EXERCISE INPUT section start

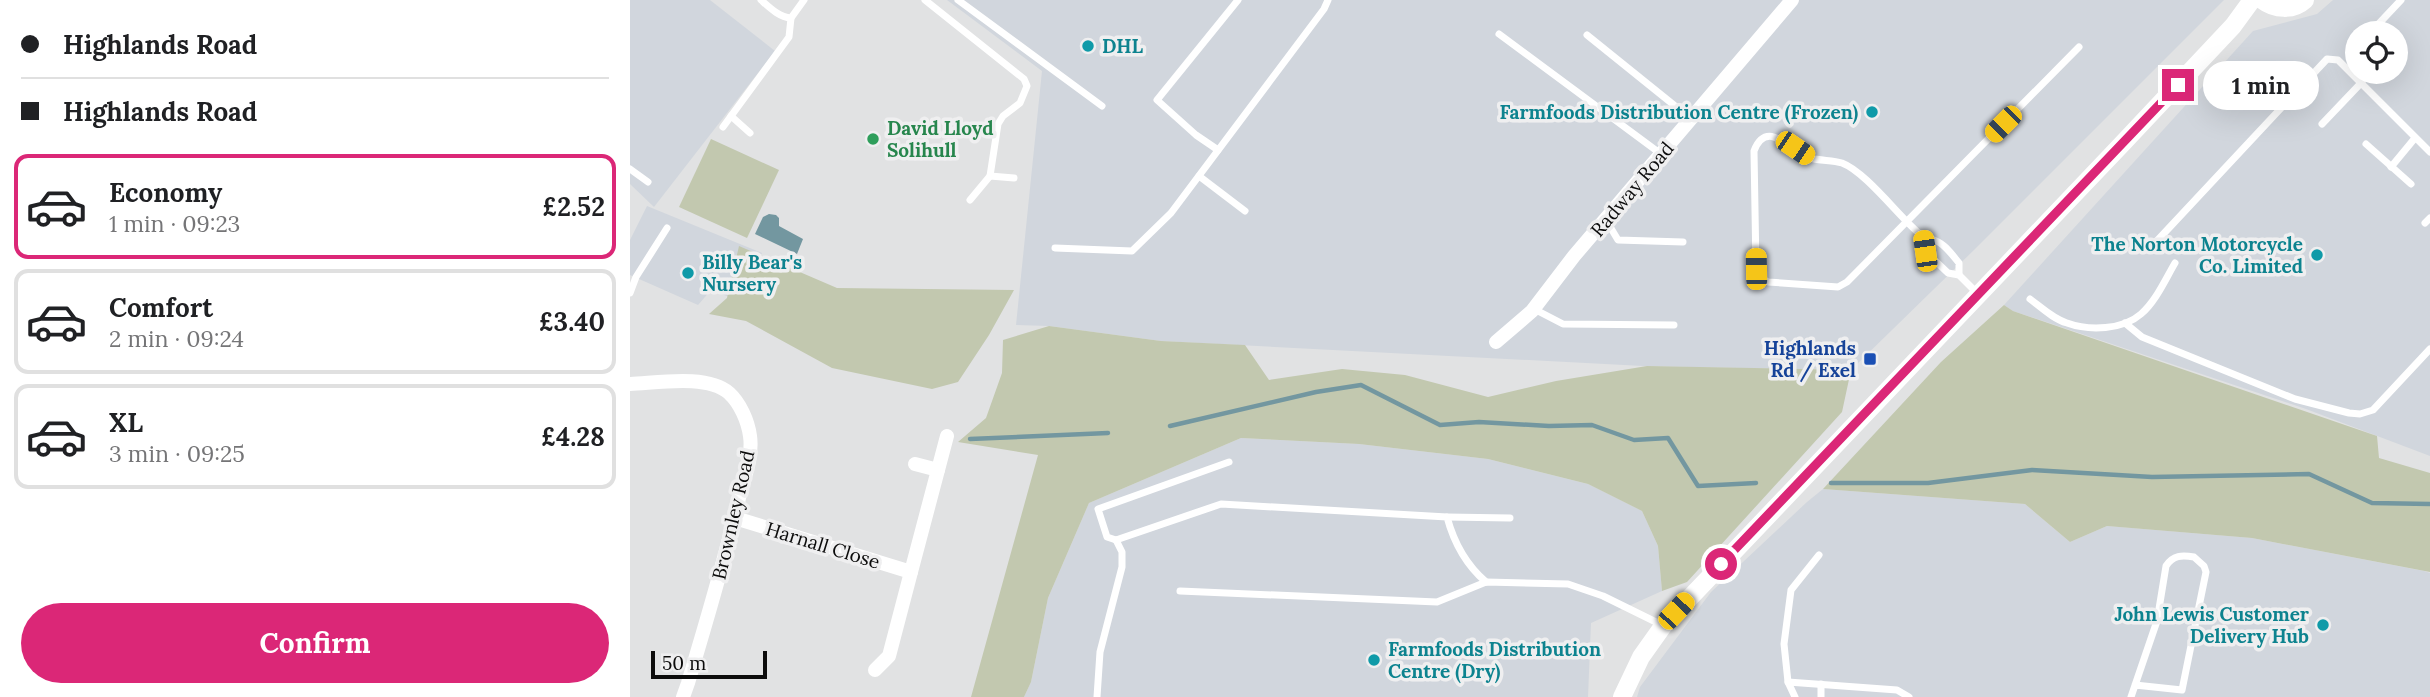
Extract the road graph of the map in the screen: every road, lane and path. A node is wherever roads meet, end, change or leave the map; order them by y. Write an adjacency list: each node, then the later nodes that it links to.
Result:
1 (761, 0): 12 (lane)
2 (804, 0): 12 (lane)
3 (925, 0): 33 (lane)
4 (958, 0): 20 (lane)
5 (1238, 0): 28 (lane)
6 (1328, 0): 28 (lane)
7 (1792, 0): 22 (street, Radway Road)
8 (2252, 0): 50 (street)
9 (2262, 0): 10 (street)
10 (2305, 0)
11 (2401, 0): 13 (lane)
12 (791, 18): 21 (lane)
13 (2381, 21)
14 (1499, 34): 30 (lane)
15 (1587, 35): 22 (lane)
16 (2079, 47): 41 (lane)
17 (2345, 66): 45 (lane)
18 (2360, 84): 23 (lane)
19 (2364, 84): 26 (lane)
20 (1102, 106)
21 (731, 116): 24 (lane); 25 (lane)
22 (1691, 119): 30 (street, Radway Road)
23 (2322, 124)
24 (723, 127)
25 (750, 133)
26 (2415, 138): 29 (lane); 31 (lane)
27 (2366, 144): 31 (lane)
28 (1218, 150): 34 (lane)
29 (2430, 152)
30 (1661, 155): 40 (street, Radway Road)
31 (2391, 167): 37 (lane)
32 (630, 169): 36 (lane)
33 (990, 176): 35 (lane); 38 (lane)
34 (1199, 176): 39 (lane); 46 (lane)
35 (1014, 178)
36 (648, 182)
37 (2411, 184)
38 (970, 200)
39 (1245, 211)
40 (1606, 220): 44 (lane); 52 (street, Radway Road)
41 (1908, 221): 41 (lane); 43 (lane)
42 (667, 228): 49 (lane)
43 (1923, 237): 48 (lane); 48 (lane)
44 (1683, 242)
45 (2154, 244)
46 (1055, 248)
47 (2175, 263): 53 (lane)
48 (1959, 275): 50 (lane)
49 (630, 293)
50 (1979, 295): 70 (street)
51 (2029, 299): 53 (lane)
52 (1534, 309): 54 (lane); 55 (street, Radway Road)
53 (2125, 323): 56 (lane)
54 (1674, 325)
55 (1496, 342)
56 (2430, 349)
57 (630, 384): 63 (street, Brownley Road)
58 (947, 436): 61 (street)
59 (1229, 462): 65 (lane)
60 (915, 464): 61 (street)
61 (938, 471): 67 (street)
62 (1447, 517): 64 (lane); 65 (lane); 68 (lane)
63 (735, 518): 67 (street, Harnall Close); 75 (street, Brownley Road)
64 (1510, 518)
65 (1116, 540): 76 (lane)
66 (1819, 555): 72 (lane)
67 (911, 572): 71 (street)
68 (1486, 582): 69 (lane); 70 (lane)
69 (1180, 591)
70 (1663, 626): 77 (street)
71 (875, 670)
72 (1788, 682): 73 (lane); 78 (lane)
73 (1821, 684): 79 (lane); 80 (lane)
74 (2135, 685): 74 (lane); 81 (lane)
75 (682, 697)
76 (1097, 697)
77 (1622, 697)
78 (1795, 697)
79 (1821, 697)
80 (1909, 697)
81 (2131, 697)

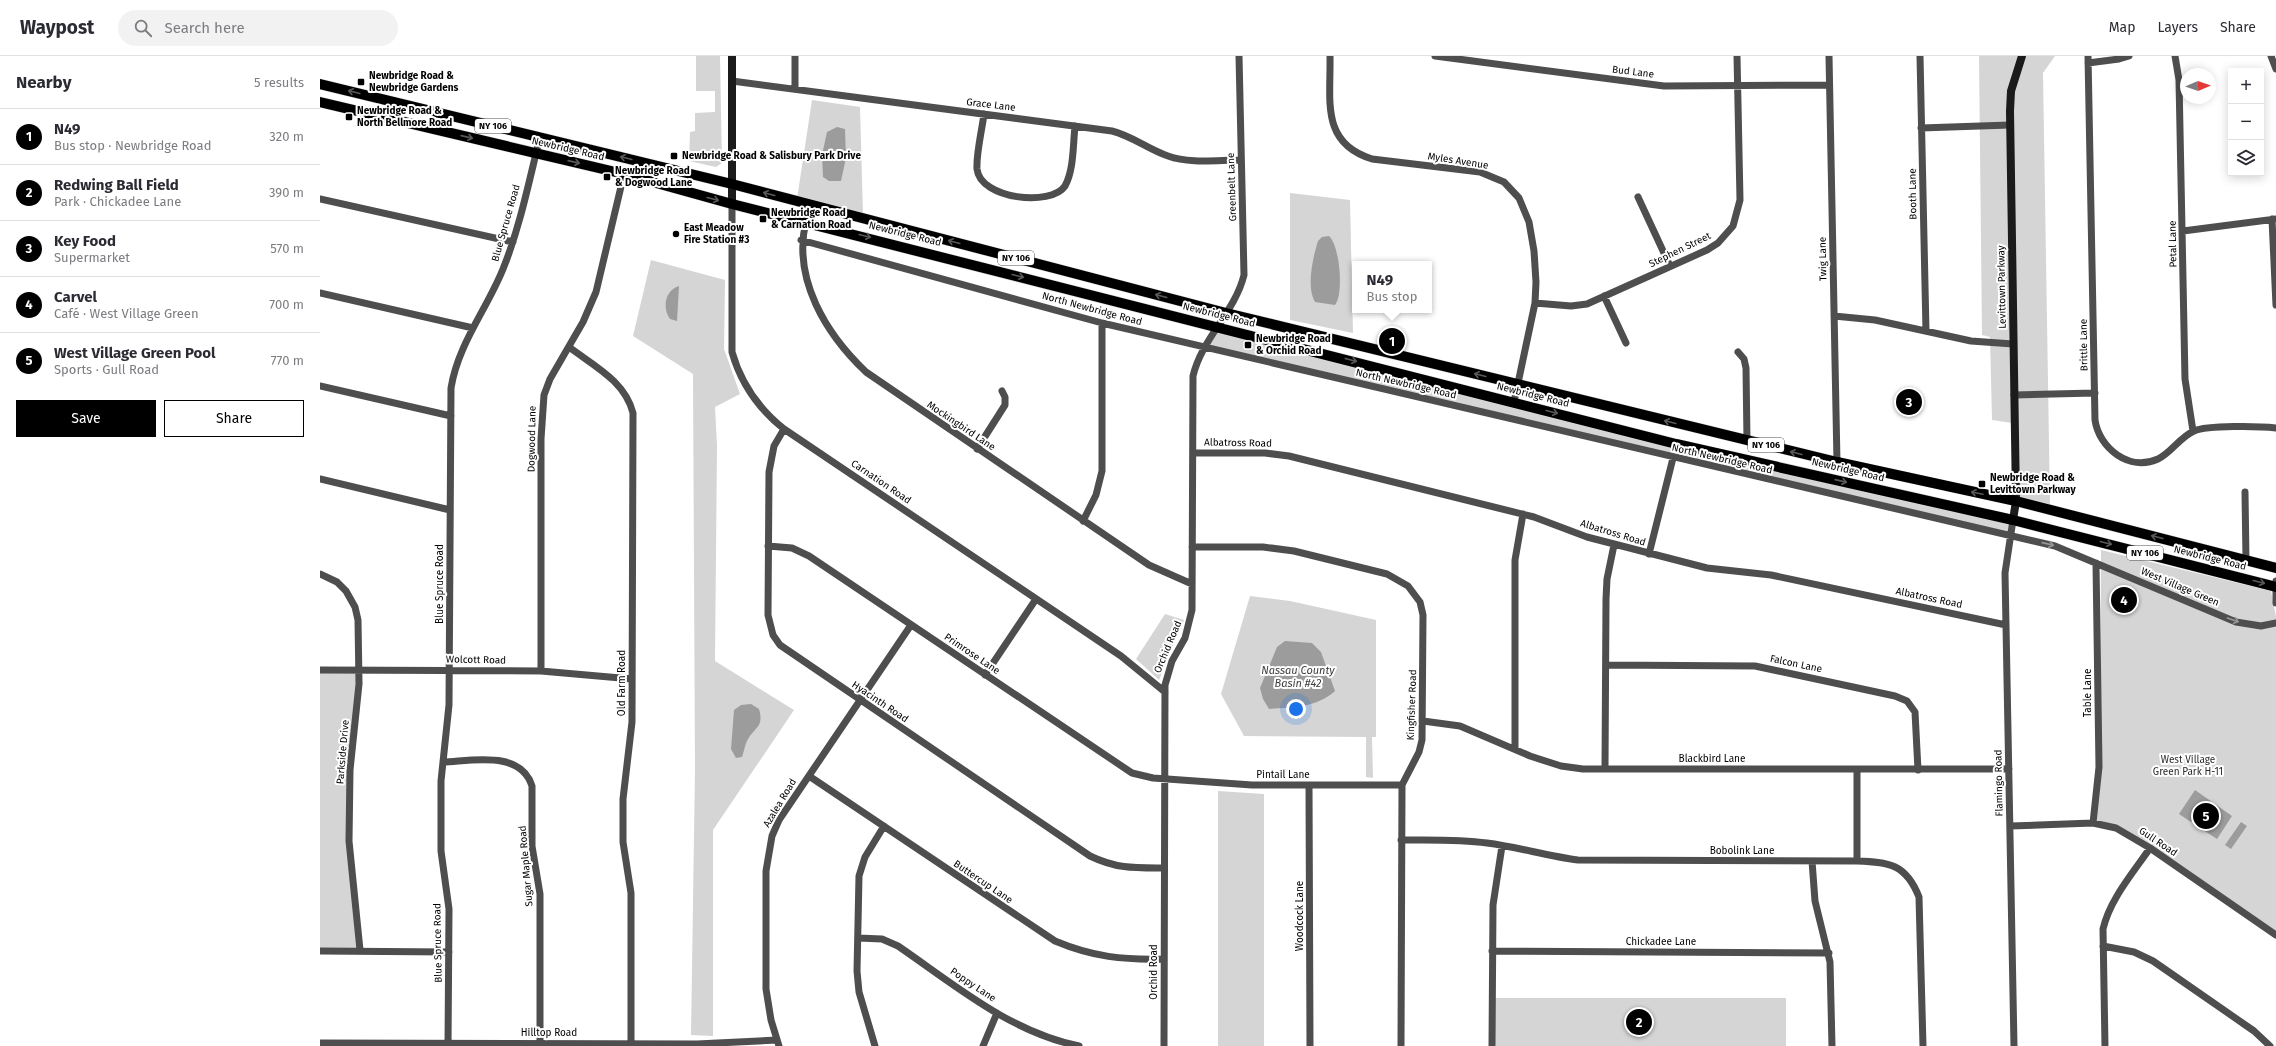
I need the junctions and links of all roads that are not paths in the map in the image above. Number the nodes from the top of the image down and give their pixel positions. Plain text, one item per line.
1 (732, 56) edge
2 (795, 56) edge
3 (1239, 56) edge
4 (1330, 56) edge
5 (1435, 56) edge
6 (1737, 56) edge
7 (1829, 56) edge
8 (1920, 56) edge
9 (2022, 56) edge
10 (2129, 56) edge
11 (2175, 56) edge
12 (2271, 56) edge
13 (2088, 59) edge
14 (2276, 69) edge
15 (732, 81) junction
16 (320, 84) edge
17 (1829, 85) junction
18 (1738, 86) junction
19 (795, 88) junction
20 (321, 103) edge
21 (984, 114) junction
22 (2010, 125) junction
23 (1076, 126) junction
24 (1922, 128) junction
25 (540, 137) junction
26 (536, 154) junction
27 (1241, 160) junction
28 (624, 174) junction
29 (732, 184) junction
30 (1638, 197) dead end
31 (320, 199) edge
32 (732, 204) junction
33 (2274, 219) edge
34 (806, 221) junction
35 (2183, 231) junction
36 (801, 240) junction
37 (513, 242) junction
38 (971, 246) junction
39 (967, 262) junction
40 (1670, 266) junction
41 (320, 293) edge
42 (1604, 296) junction
43 (1535, 303) junction
44 (2276, 305) edge
45 (1226, 313) junction
46 (1834, 316) junction
47 (1102, 323) junction
48 (1218, 327) junction
49 (473, 328) junction
50 (1926, 331) junction
51 (1626, 343) dead end
52 (2013, 344) junction
53 (569, 347) junction
54 (1203, 347) junction
55 (1738, 352) dead end
56 (1518, 384) junction
57 (320, 386) edge
58 (1002, 391) dead end
59 (2095, 393) junction
60 (2014, 395) junction
61 (1514, 402) junction
62 (451, 416) junction
63 (2276, 428) edge
64 (784, 429) junction
65 (2193, 431) junction
66 (1747, 441) junction
67 (977, 449) junction
68 (1193, 453) junction
69 (1673, 458) junction
70 (1837, 462) junction
71 (320, 479) edge
72 (2245, 492) dead end
73 (2016, 501) junction
74 (450, 510) junction
75 (1523, 514) junction
76 (2014, 520) junction
77 (1083, 521) junction
78 (2010, 536) junction
79 (1614, 545) junction
80 (768, 546) junction
81 (1192, 547) junction
82 (1649, 554) junction
83 (2246, 560) junction
84 (2096, 563) junction
85 (2276, 568) edge
86 (320, 574) edge
87 (1192, 584) junction
88 (2276, 585) edge
89 (1036, 599) junction
90 (2276, 603) edge
91 (2276, 624) edge
92 (911, 625) junction
93 (2006, 625) junction
94 (1606, 665) junction
95 (320, 670) edge
96 (360, 670) junction
97 (450, 670) junction
98 (541, 671) junction
99 (985, 674) junction
100 (632, 680) junction
101 (1165, 692) junction
102 (860, 700) junction
103 (1423, 721) junction
104 (1515, 748) junction
105 (443, 762) junction
106 (1605, 769) junction
107 (2009, 769) junction
108 (1857, 770) junction
109 (1918, 770) junction
110 (809, 776) junction
111 (1165, 779) junction
112 (1309, 785) junction
113 (1402, 785) junction
114 (2093, 823) junction
115 (884, 826) junction
116 (2010, 826) junction
117 (1402, 840) junction
118 (1502, 846) junction
119 (2150, 848) junction
120 (1812, 861) junction
121 (1856, 861) junction
122 (1164, 868) junction
123 (2276, 935) edge
124 (858, 938) junction
125 (2104, 946) junction
126 (360, 950) junction
127 (320, 951) edge
128 (1492, 951) junction
129 (449, 952) junction
130 (1829, 953) junction
131 (1164, 959) junction
132 (997, 1013) junction
133 (320, 1043) edge
134 (778, 1043) edge
135 (448, 1045) edge
136 (540, 1045) edge
137 (631, 1045) edge
138 (875, 1046) edge
139 (983, 1046) edge
140 (1079, 1046) edge
141 (1164, 1046) edge
142 (1310, 1046) edge
143 (1401, 1046) edge
144 (1492, 1046) edge
145 (1832, 1046) edge
146 (1923, 1046) edge
147 (2014, 1046) edge
148 (2105, 1046) edge
149 (2270, 1046) edge

1 - 15 street
2 - 19 street
3 - 27 street, Greenbelt Lane
4 - 43 street, Myles Avenue
5 - 18 street, Bud Lane
6 - 18 street, Stephen Street
7 - 17 street, Twig Lane
8 - 24 street, Booth Lane
9 - 22 street, Levittown Parkway
10 - 13 street
11 - 35 street, Petal Lane
12 - 14 street
13 - 59 street, Brittle Lane
15 - 19 street, Grace Lane
15 - 29 street
25 -> 16 main road, Newbridge Road / NY 106
17 - 18 street, Bud Lane
17 - 46 street, Twig Lane
18 - 40 street, Stephen Street
19 - 21 street, Grace Lane
20 -> 26 main road, Newbridge Road / NY 106
21 - 23 street, Grace Lane
21 - 23 street
22 - 24 street
22 - 52 street, Levittown Parkway
23 - 27 street, Grace Lane
24 - 50 street, Booth Lane
25 - 26 street, Blue Spruce Road
29 -> 25 main road, Newbridge Road / NY 106
26 -> 28 main road, Newbridge Road / NY 106
26 - 37 street, Blue Spruce Road
27 - 45 street, Greenbelt Lane
28 -> 32 main road, Newbridge Road / NY 106
28 - 53 street, Dogwood Lane
29 - 32 street
38 -> 29 main road, Newbridge Road / NY 106
30 - 40 street
31 - 37 street
32 - 34 main road, Newbridge Road / NY 106
32 - 64 street, Carnation Road
33 - 35 street
33 - 44 street
34 - 36 street, Mockingbird Lane
34 -> 39 main road, Newbridge Road / NY 106
35 - 65 street, Petal Lane
36 - 47 street, North Newbridge Road
36 - 67 street, Mockingbird Lane
37 - 49 street, Blue Spruce Road
38 - 39 main road
45 -> 38 main road, Newbridge Road / NY 106
39 -> 48 main road, Newbridge Road / NY 106
40 - 42 street, Stephen Street
41 - 49 street
42 - 43 street, Stephen Street
42 - 51 street
43 - 56 street, Myles Avenue
45 - 48 street, Orchid Road
56 -> 45 main road, Newbridge Road / NY 106
46 - 50 street
46 - 70 street, Twig Lane
47 - 54 street, North Newbridge Road
47 - 77 street
48 - 54 street, Orchid Road
48 -> 61 main road, Newbridge Road / NY 106
49 - 62 street, Blue Spruce Road
50 - 52 street
52 - 60 street, Levittown Parkway
53 - 98 street, Dogwood Lane
53 - 100 street, Old Farm Road
54 - 68 street, Orchid Road
54 - 69 street, North Newbridge Road
55 - 66 street
56 - 61 street, Myles Avenue
66 -> 56 main road, Newbridge Road / NY 106
57 - 62 street
58 - 67 street
59 - 60 street
59 - 65 street, Brittle Lane
60 - 73 street, Levittown Parkway
61 -> 76 main road, Newbridge Road / NY 106
62 - 74 street, Blue Spruce Road
63 - 65 street
64 - 80 street, Hyacinth Road
64 - 89 street, Carnation Road
70 -> 66 main road, Newbridge Road / NY 106
67 - 77 street, Mockingbird Lane
68 - 75 street, Albatross Road
68 - 81 street, Orchid Road
69 - 78 street, North Newbridge Road
69 - 82 street
73 -> 70 main road, Newbridge Road / NY 106
71 - 74 street
72 - 83 street
73 - 76 street, Levittown Parkway
83 -> 73 main road, Newbridge Road / NY 106
74 - 97 street, Blue Spruce Road
75 - 79 street, Albatross Road
75 - 104 street
76 - 78 street, Flamingo Road
76 -> 88 main road, Newbridge Road / NY 106
77 - 87 street, Mockingbird Lane
78 -> 84 street, West Village Green
78 - 93 street, Flamingo Road
79 - 82 street, Albatross Road
79 - 94 street
80 - 92 street, Primrose Lane
80 - 102 street, Hyacinth Road
81 - 87 street, Orchid Road
81 - 103 street, Kingfisher Road
82 - 93 street, Albatross Road
83 - 85 main road, Newbridge Road / NY 106
84 -> 91 street, West Village Green
84 - 114 street, Table Lane
86 - 96 street, Parkside Drive
87 - 101 street, Orchid Road
88 - 90 street
89 - 99 street
89 - 101 street, Carnation Road
92 - 99 street, Primrose Lane
92 - 102 street, Azalea Road
93 - 107 street, Flamingo Road
94 - 106 street
94 - 109 street, Falcon Lane
95 - 96 street, Wolcott Road
96 - 97 street, Wolcott Road
96 - 126 street, Parkside Drive
97 - 98 street, Wolcott Road
97 - 105 street, Blue Spruce Road
98 - 100 street, Wolcott Road
99 - 111 street, Primrose Lane
100 - 137 street, Old Farm Road
101 - 111 street, Orchid Road
102 - 110 street, Azalea Road
102 - 122 street, Hyacinth Road
103 - 104 street, Blackbird Lane
103 - 113 street, Kingfisher Road
104 - 106 street, Blackbird Lane
105 - 129 street, Blue Spruce Road
105 - 136 street, Sugar Maple Road
106 - 108 street, Blackbird Lane
107 - 109 street, Blackbird Lane
107 - 116 street, Flamingo Road
108 - 109 street, Blackbird Lane
108 - 121 street
110 - 115 street, Buttercup Lane
110 - 134 street, Azalea Road
111 - 112 street, Pintail Lane
111 - 122 street, Orchid Road
112 - 113 street, Pintail Lane
112 - 142 street, Woodcock Lane
113 - 117 street, Kingfisher Road
114 - 116 street, Gull Road
114 - 119 street, Gull Road
115 - 124 street
115 - 131 street, Buttercup Lane
116 - 147 street, Flamingo Road
117 - 118 street, Bobolink Lane
117 - 143 street, Kingfisher Road
118 - 120 street, Bobolink Lane
118 - 128 street
119 - 123 street, Gull Road
119 - 125 street
120 - 121 street, Bobolink Lane
120 - 130 street
121 - 146 street, Bobolink Lane
122 - 131 street, Orchid Road
124 - 132 street, Poppy Lane
124 - 138 street
125 - 148 street
125 - 149 street
126 - 127 street
126 - 129 street
128 - 130 street, Chickadee Lane
128 - 144 street
129 - 135 street, Blue Spruce Road
130 - 145 street
131 - 141 street, Orchid Road
132 - 139 street
132 - 140 street, Poppy Lane
133 - 135 street, Hilltop Road
134 - 137 street, Hilltop Road
135 - 136 street, Hilltop Road
136 - 137 street, Hilltop Road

EXERCISE INPUT section end

▶ [ASSIGNED TASK] Go through the records above and return every line that holds the string "Avenue".

▶ [RESPONSE AREA]
4 - 43 street, Myles Avenue
43 - 56 street, Myles Avenue
56 - 61 street, Myles Avenue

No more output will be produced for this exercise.